### Exercise directions
Write out each line of the records that has "road" in it.

### Supplied data

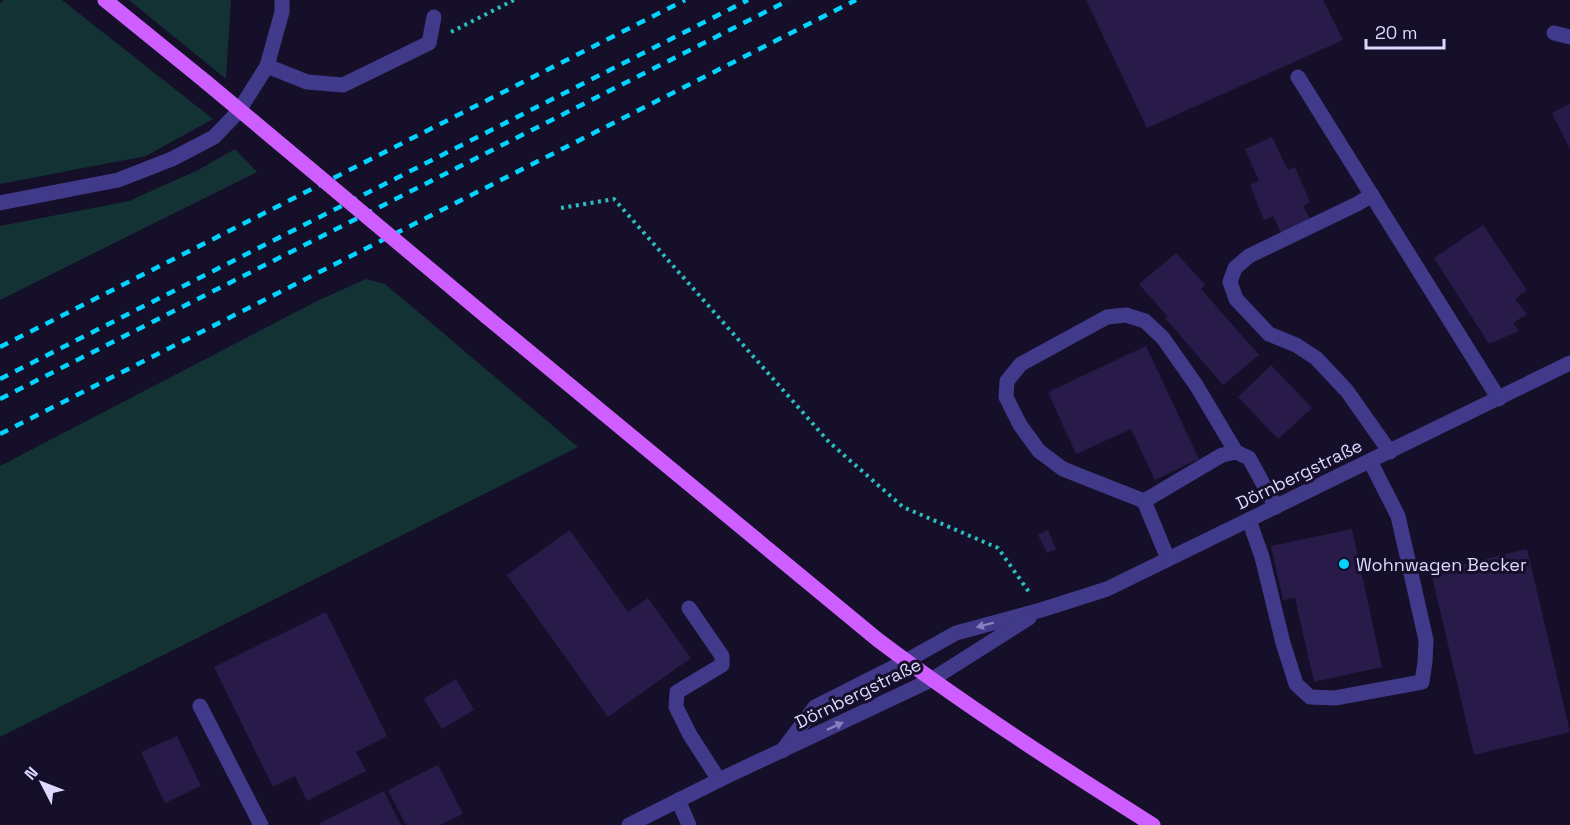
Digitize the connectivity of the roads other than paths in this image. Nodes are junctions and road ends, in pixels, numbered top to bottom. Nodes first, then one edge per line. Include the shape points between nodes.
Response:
1 (105, 0) edge
2 (282, 0) edge
3 (434, 17) dead end
4 (1554, 33) dead end
5 (1570, 38) edge
6 (267, 66) junction
7 (1298, 77) dead end
8 (1372, 195) junction
9 (0, 203) edge
10 (1570, 363) edge
11 (1499, 399) junction
12 (1236, 452) junction
13 (1390, 452) junction
14 (1370, 462) junction
15 (1144, 501) junction
16 (1276, 507) junction
17 (1249, 520) junction
18 (1168, 559) junction
19 (688, 608) dead end
20 (1041, 610) junction
21 (906, 661) junction
22 (931, 680) junction
23 (200, 706) dead end
24 (782, 751) junction
25 (719, 780) junction
26 (678, 800) junction
27 (261, 825) edge
28 (629, 825) edge
29 (689, 825) edge
30 (1152, 825) edge

1 - 21 main road, bridge
2 - 6 street
3 - 6 street via 429,43 343,85 307,82
4 - 5 street
6 - 9 street via 238,112 214,137 172,159 118,180
7 - 8 street
8 - 11 street
8 - 13 street via 1249,256 1235,268 1230,282 1236,299 1269,334 1316,358 1347,391
10 - 11 street, Dörnbergstraße
11 - 13 street, Dörnbergstraße
12 - 15 street via 1222,455
12 - 15 street via 1196,385 1163,338 1145,321 1126,315 1107,317 1021,364 1007,381 1006,397 1039,451 1063,469
12 - 16 street via 1249,458
13 - 14 street, Dörnbergstraße
14 - 16 street, Dörnbergstraße
14 - 17 street via 1398,516 1426,640 1422,682 1335,698 1310,697 1303,691 1296,684 1283,643
15 - 18 street
16 - 17 street, Dörnbergstraße
17 - 18 street, Dörnbergstraße
18 - 20 street, Dörnbergstraße via 1107,589
19 - 25 street via 722,656 722,665 677,692 676,707
20 -> 21 street, Dörnbergstraße via 956,633
20 - 22 street, Dörnbergstraße
21 - 22 main road
21 - 24 street, Dörnbergstraße via 815,707
24 -> 22 street, Dörnbergstraße
22 - 30 main road
23 - 27 street
24 - 25 street, Dörnbergstraße
25 - 26 street, Dörnbergstraße
26 - 28 street, Dörnbergstraße
26 - 29 street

### Expected answer
Digitize the connectivity of the roads other than paths in this image. Nodes are junctions and road ends, in pixels, numbered top to bottom. Nodes first, then one edge per line. Include the shape points between nodes.
1 - 21 main road, bridge
21 - 22 main road
22 - 30 main road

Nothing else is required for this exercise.